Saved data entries
== == ==

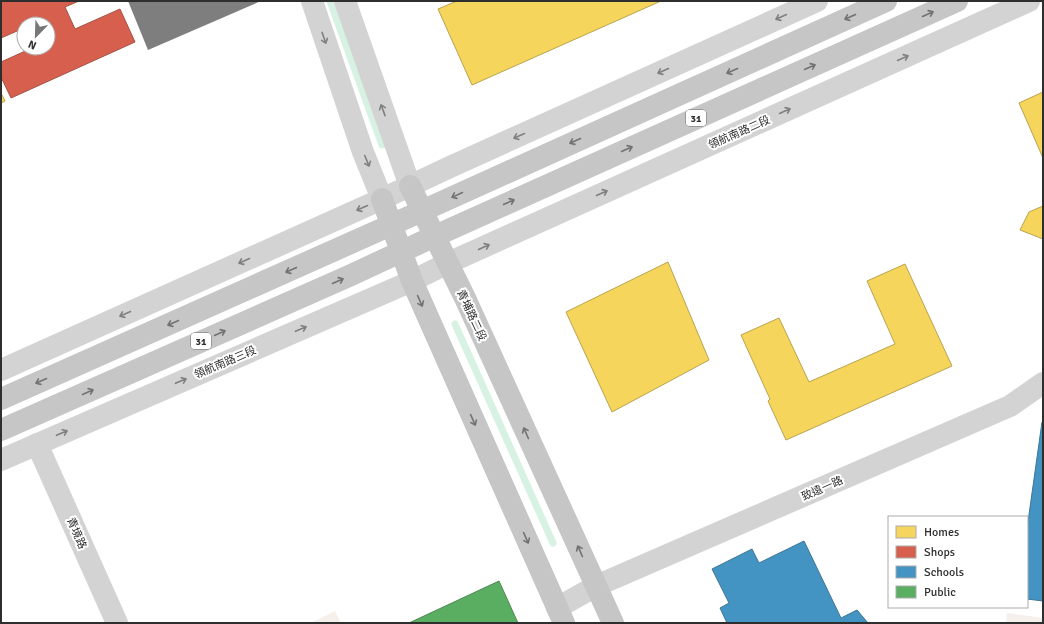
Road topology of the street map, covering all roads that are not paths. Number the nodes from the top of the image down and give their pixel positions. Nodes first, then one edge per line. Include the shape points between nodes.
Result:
1 (312, 1) edge
2 (344, 1) edge
3 (817, 1) edge
4 (886, 1) edge
5 (957, 1) edge
6 (1029, 1) edge
7 (410, 186) junction
8 (382, 199) junction
9 (422, 211) junction
10 (391, 225) junction
11 (435, 236) junction
12 (402, 252) junction
13 (448, 263) junction
14 (412, 281) junction
15 (1, 370) edge
16 (1043, 383) edge
17 (1, 399) edge
18 (1, 430) edge
19 (37, 444) junction
20 (1, 460) edge
21 (596, 586) junction
22 (560, 615) edge
23 (117, 623) edge
24 (613, 623) edge

1 -> 8 street via 363,152
7 -> 2 street, 青埔路二段
3 -> 7 street
4 -> 9 main road
11 -> 5 main road, 31
13 -> 6 street, 領航南路二段
7 - 8 street
7 - 9 main road, 青埔路二段
8 - 10 main road
8 -> 15 street
9 - 10 main road
9 - 11 main road, 青埔路二段
10 - 12 main road
10 -> 17 main road
11 - 12 main road, 31
11 - 13 main road, 青埔路二段
12 - 14 main road
18 -> 12 main road, 31
13 - 14 street, 領航南路三段
21 -> 13 main road, 青埔路二段
19 -> 14 street, 領航南路三段
14 -> 22 main road
16 - 21 street, 致遠一路 via 1010,406
19 - 20 street, 領航南路三段
19 - 23 street, 青境路
21 - 22 street, 致遠一路
21 - 24 main road, 青埔路二段

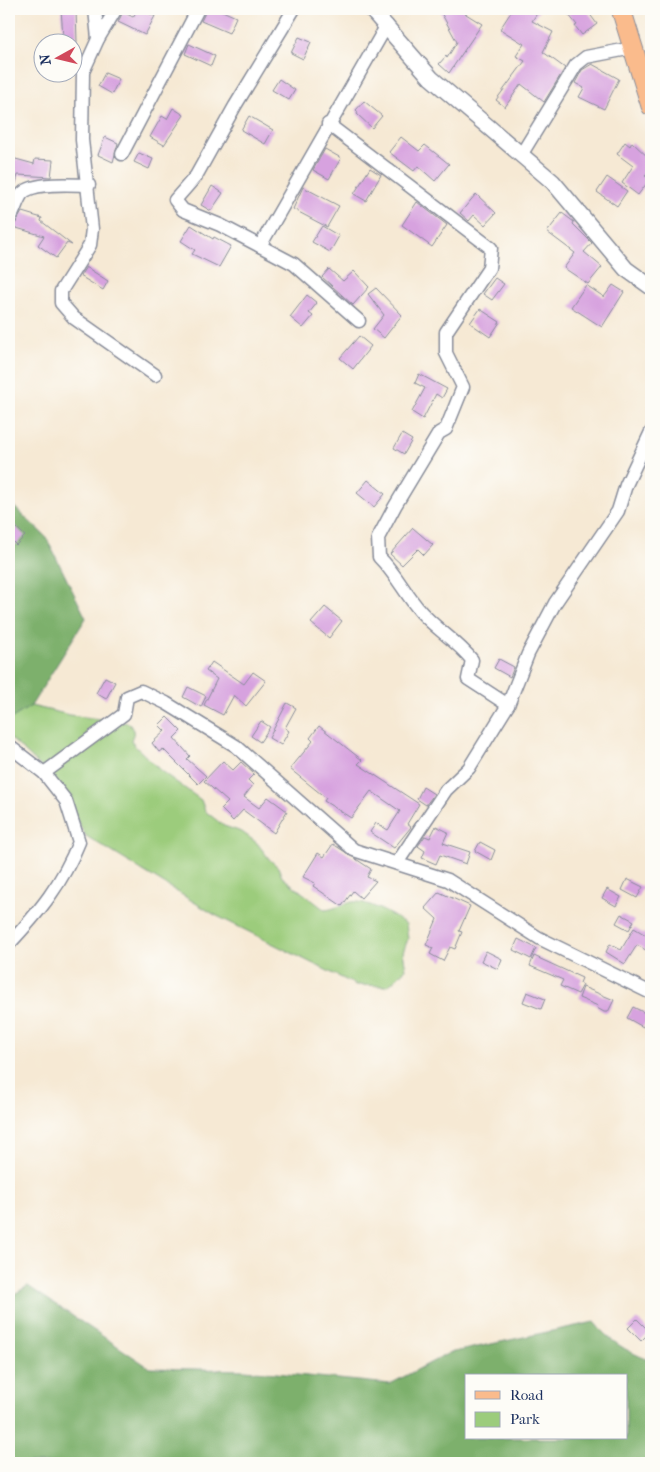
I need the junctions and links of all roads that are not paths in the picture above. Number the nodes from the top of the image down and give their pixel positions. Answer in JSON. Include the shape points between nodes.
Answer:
{"nodes":[{"id":1,"x":95,"y":9,"type":"edge"},
{"id":2,"x":116,"y":9,"type":"edge"},
{"id":3,"x":198,"y":9,"type":"edge"},
{"id":4,"x":294,"y":9,"type":"edge"},
{"id":5,"x":371,"y":9,"type":"edge"},
{"id":6,"x":621,"y":9,"type":"edge"},
{"id":7,"x":387,"y":25,"type":"junction"},
{"id":8,"x":98,"y":39,"type":"junction"},
{"id":9,"x":633,"y":48,"type":"junction"},
{"id":10,"x":651,"y":106,"type":"edge"},
{"id":11,"x":328,"y":124,"type":"junction"},
{"id":12,"x":122,"y":154,"type":"dead end"},
{"id":13,"x":521,"y":155,"type":"junction"},
{"id":14,"x":89,"y":185,"type":"junction"},
{"id":15,"x":9,"y":220,"type":"edge"},
{"id":16,"x":260,"y":246,"type":"junction"},
{"id":17,"x":651,"y":287,"type":"edge"},
{"id":18,"x":359,"y":321,"type":"dead end"},
{"id":19,"x":155,"y":375,"type":"dead end"},
{"id":20,"x":651,"y":432,"type":"edge"},
{"id":21,"x":508,"y":705,"type":"junction"},
{"id":22,"x":9,"y":746,"type":"edge"},
{"id":23,"x":44,"y":773,"type":"junction"},
{"id":24,"x":397,"y":862,"type":"junction"},
{"id":25,"x":9,"y":944,"type":"edge"},
{"id":26,"x":651,"y":992,"type":"edge"}],
"edges":[{"from":1,"to":8,"type":"street"},
{"from":2,"to":8,"type":"street"},
{"from":3,"to":12,"type":"street"},
{"from":4,"to":16,"type":"street","via":[[196,176],[175,200],[182,210]]},
{"from":5,"to":7,"type":"street"},
{"from":6,"to":9,"type":"main road"},
{"from":7,"to":11,"type":"street"},
{"from":7,"to":13,"type":"street","via":[[431,78]]},
{"from":8,"to":14,"type":"street","via":[[82,72],[82,140]]},
{"from":9,"to":10,"type":"main road"},
{"from":9,"to":13,"type":"street","via":[[586,57],[576,65]]},
{"from":11,"to":16,"type":"street"},
{"from":11,"to":21,"type":"street","via":[[490,248],[489,268],[446,332],[446,353],[463,387],[446,429],[440,433],[394,506],[378,538],[379,557],[397,575],[409,598],[472,660],[468,679]]},
{"from":13,"to":17,"type":"street","via":[[553,182],[626,269]]},
{"from":14,"to":15,"type":"street","via":[[30,188],[21,194]]},
{"from":14,"to":19,"type":"street","via":[[90,245],[61,291],[61,303],[74,318]]},
{"from":16,"to":18,"type":"street","via":[[294,264]]},
{"from":20,"to":21,"type":"street","via":[[626,485],[618,511],[555,603],[528,654]]},
{"from":21,"to":24,"type":"street","via":[[469,768],[446,790]]},
{"from":22,"to":23,"type":"street"},
{"from":23,"to":24,"type":"street","via":[[124,714],[128,697],[141,691],[236,746],[354,850]]},
{"from":23,"to":25,"type":"street","via":[[66,801],[79,842],[67,872],[45,904]]},
{"from":24,"to":26,"type":"street","via":[[448,880],[539,938]]}]}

== == ==

Work request
Could you reproduce the records above exactly, leaving out the pictures?

Answer for this exercise
Road topology of the street map, covering all roads that are not paths. Number the nodes from the top of the image down and give their pixel positions. Nodes first, then one edge per line. Include the shape points between nodes.
Result:
1 (312, 1) edge
2 (344, 1) edge
3 (817, 1) edge
4 (886, 1) edge
5 (957, 1) edge
6 (1029, 1) edge
7 (410, 186) junction
8 (382, 199) junction
9 (422, 211) junction
10 (391, 225) junction
11 (435, 236) junction
12 (402, 252) junction
13 (448, 263) junction
14 (412, 281) junction
15 (1, 370) edge
16 (1043, 383) edge
17 (1, 399) edge
18 (1, 430) edge
19 (37, 444) junction
20 (1, 460) edge
21 (596, 586) junction
22 (560, 615) edge
23 (117, 623) edge
24 (613, 623) edge

1 -> 8 street via 363,152
7 -> 2 street, 青埔路二段
3 -> 7 street
4 -> 9 main road
11 -> 5 main road, 31
13 -> 6 street, 領航南路二段
7 - 8 street
7 - 9 main road, 青埔路二段
8 - 10 main road
8 -> 15 street
9 - 10 main road
9 - 11 main road, 青埔路二段
10 - 12 main road
10 -> 17 main road
11 - 12 main road, 31
11 - 13 main road, 青埔路二段
12 - 14 main road
18 -> 12 main road, 31
13 - 14 street, 領航南路三段
21 -> 13 main road, 青埔路二段
19 -> 14 street, 領航南路三段
14 -> 22 main road
16 - 21 street, 致遠一路 via 1010,406
19 - 20 street, 領航南路三段
19 - 23 street, 青境路
21 - 22 street, 致遠一路
21 - 24 main road, 青埔路二段

I need the junctions and links of all roads that are not paths in the picture above. Number the nodes from the top of the image down and give their pixel positions. Answer in JSON. Include the shape points between nodes.
Answer:
{"nodes":[{"id":1,"x":95,"y":9,"type":"edge"},
{"id":2,"x":116,"y":9,"type":"edge"},
{"id":3,"x":198,"y":9,"type":"edge"},
{"id":4,"x":294,"y":9,"type":"edge"},
{"id":5,"x":371,"y":9,"type":"edge"},
{"id":6,"x":621,"y":9,"type":"edge"},
{"id":7,"x":387,"y":25,"type":"junction"},
{"id":8,"x":98,"y":39,"type":"junction"},
{"id":9,"x":633,"y":48,"type":"junction"},
{"id":10,"x":651,"y":106,"type":"edge"},
{"id":11,"x":328,"y":124,"type":"junction"},
{"id":12,"x":122,"y":154,"type":"dead end"},
{"id":13,"x":521,"y":155,"type":"junction"},
{"id":14,"x":89,"y":185,"type":"junction"},
{"id":15,"x":9,"y":220,"type":"edge"},
{"id":16,"x":260,"y":246,"type":"junction"},
{"id":17,"x":651,"y":287,"type":"edge"},
{"id":18,"x":359,"y":321,"type":"dead end"},
{"id":19,"x":155,"y":375,"type":"dead end"},
{"id":20,"x":651,"y":432,"type":"edge"},
{"id":21,"x":508,"y":705,"type":"junction"},
{"id":22,"x":9,"y":746,"type":"edge"},
{"id":23,"x":44,"y":773,"type":"junction"},
{"id":24,"x":397,"y":862,"type":"junction"},
{"id":25,"x":9,"y":944,"type":"edge"},
{"id":26,"x":651,"y":992,"type":"edge"}],
"edges":[{"from":1,"to":8,"type":"street"},
{"from":2,"to":8,"type":"street"},
{"from":3,"to":12,"type":"street"},
{"from":4,"to":16,"type":"street","via":[[196,176],[175,200],[182,210]]},
{"from":5,"to":7,"type":"street"},
{"from":6,"to":9,"type":"main road"},
{"from":7,"to":11,"type":"street"},
{"from":7,"to":13,"type":"street","via":[[431,78]]},
{"from":8,"to":14,"type":"street","via":[[82,72],[82,140]]},
{"from":9,"to":10,"type":"main road"},
{"from":9,"to":13,"type":"street","via":[[586,57],[576,65]]},
{"from":11,"to":16,"type":"street"},
{"from":11,"to":21,"type":"street","via":[[490,248],[489,268],[446,332],[446,353],[463,387],[446,429],[440,433],[394,506],[378,538],[379,557],[397,575],[409,598],[472,660],[468,679]]},
{"from":13,"to":17,"type":"street","via":[[553,182],[626,269]]},
{"from":14,"to":15,"type":"street","via":[[30,188],[21,194]]},
{"from":14,"to":19,"type":"street","via":[[90,245],[61,291],[61,303],[74,318]]},
{"from":16,"to":18,"type":"street","via":[[294,264]]},
{"from":20,"to":21,"type":"street","via":[[626,485],[618,511],[555,603],[528,654]]},
{"from":21,"to":24,"type":"street","via":[[469,768],[446,790]]},
{"from":22,"to":23,"type":"street"},
{"from":23,"to":24,"type":"street","via":[[124,714],[128,697],[141,691],[236,746],[354,850]]},
{"from":23,"to":25,"type":"street","via":[[66,801],[79,842],[67,872],[45,904]]},
{"from":24,"to":26,"type":"street","via":[[448,880],[539,938]]}]}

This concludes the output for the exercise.